John Kerin – John Howard has used a previously top-secret report to comprehensively reject explosive claims of intelligence agency failures by Lieutenant-Colonel Lance Collins.
The rebuff comes in a seven-page letter to Lieutenant-Colonel Collins, obtained by The Australian, in which the Prime Minister rejects the whistleblower's call for a royal commission.
But it also comes as the lawyer representing Lieutenant-Colonel Collins, David Rofe QC, accused Defence Minister Robert Hill of orchestrating a "cover-up of a cover-up" in refusing to release annexes of reports crucial to his client's claims.
In his letter, Mr Howard says he cannot share Lieutenant-Colonel Collins's judgment that there was a series of intelligence failures on East Timor militia violence, Iraq's weapons of mass destruction, the Bali bombing and a host of other incidents.
Mr Howard says intelligence forms only part of the picture that informs policy and Lieutenant-Colonel Collins could not have had access "to all the available intelligence material".
"On the basis of the advice I have received, I cannot share your overall judgment about the performance of the Australian intelligence community," Mr Howard says.

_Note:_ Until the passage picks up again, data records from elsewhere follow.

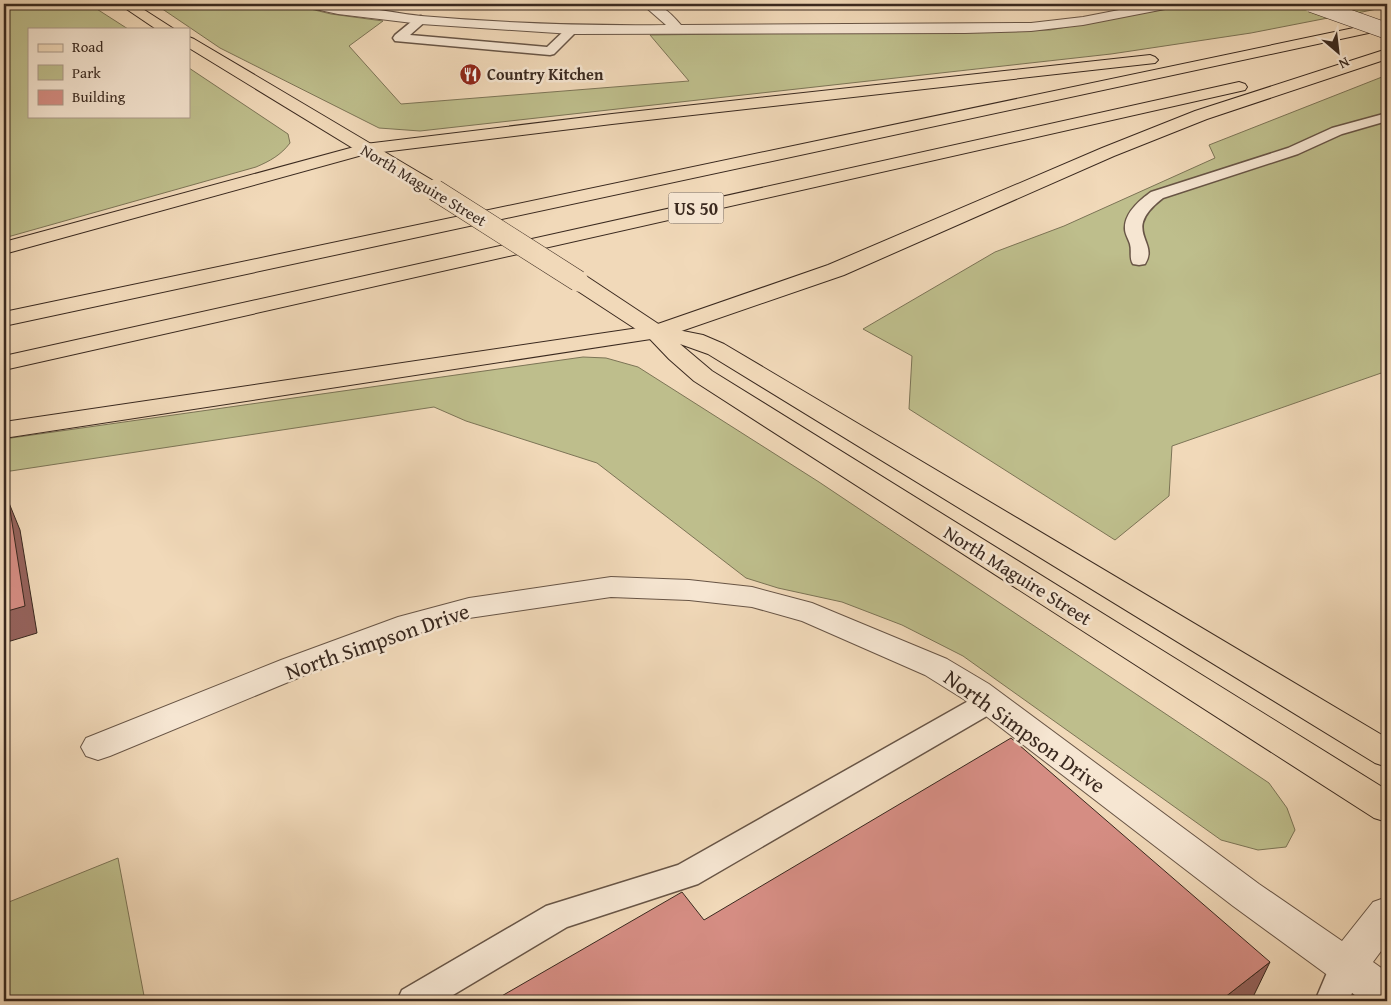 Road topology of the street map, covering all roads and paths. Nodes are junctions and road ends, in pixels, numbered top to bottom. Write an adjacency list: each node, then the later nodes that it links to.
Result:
1 (126, 4): 8 (main road)
2 (311, 4): 6 (street)
3 (649, 4): 10 (street)
4 (1170, 4): 10 (street)
5 (1311, 4): 11 (street, bridge)
6 (421, 20): 9 (street); 9 (lane)
7 (1387, 25): 13 (main road, US 50)
8 (165, 28)
9 (572, 30): 10 (street)
10 (676, 30)
11 (1387, 31)
12 (190, 43): 16 (main road, North Maguire Street)
13 (1301, 44): 16 (main road); 19 (main road, US 50)
14 (1387, 54): 20 (main road); 21 (main road, US 50)
15 (1387, 117): 18 (lane)
16 (365, 148): 17 (main road); 20 (main road, North Maguire Street, bridge)
17 (4, 248)
18 (1139, 260)
19 (4, 320)
20 (656, 332): 22 (main road); 25 (main road, North Maguire Street); 26 (main road, North Maguire Street)
21 (4, 364)
22 (4, 430)
23 (989, 702): 24 (street, North Simpson Drive); 28 (street, North Simpson Drive); 30 (lane)
24 (98, 747)
25 (1387, 754)
26 (1387, 808)
27 (1387, 914): 28 (street)
28 (1346, 966): 29 (street, North Simpson Drive); 31 (lane)
29 (1387, 995)
30 (414, 1001)
31 (1332, 1001)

In rejecting Lieutenant-Colonel Collins's accusations that his warning of Indonesian-backed militia violence was ignored, and that a pro-Jakarta lobby existed within the Defence Intelligence Organisation, Mr Howard refers to the findings of a previously classified report carried out by the former inspector-general of intelligence and security, Bill Blick.
Mr Howard says Mr Blick was "unable to find evidence of a systemic or institutional bias in DIO reporting" in 1998-99.
"Indeed [Mr Blick] observed that the overall picture throughout the period is of conscientious (DIO) attempts to analyse what was going on," he says.
Mr Blick found that "what Colonel Collins interpreted as an attempt to quash contrary views appear to be legitimate expressions of concern about parts of the content of his assessment and about his wide distribution of assessments and comments". Mr Howard says he met Indonesian president BJ Habibie at the time and urged him to accept international peacekeepers before East Timor's independence ballot.
"Unhappily, he would not agree," he adds. "For us to have nevertheless inserted our forces without Indonesian acceptance would have amounted to an illegal invasion."
Mr Rofe told The Australian last night that the failure to release annexes to a report by Captain Martin Toohey, which backed the Collins claims about the DIO, was "nothing but a cover-up of a cover-up".
"Didn't Senator Hill say he didn't want any secrets? Then why won't he release the annexes?" Mr Rofe said.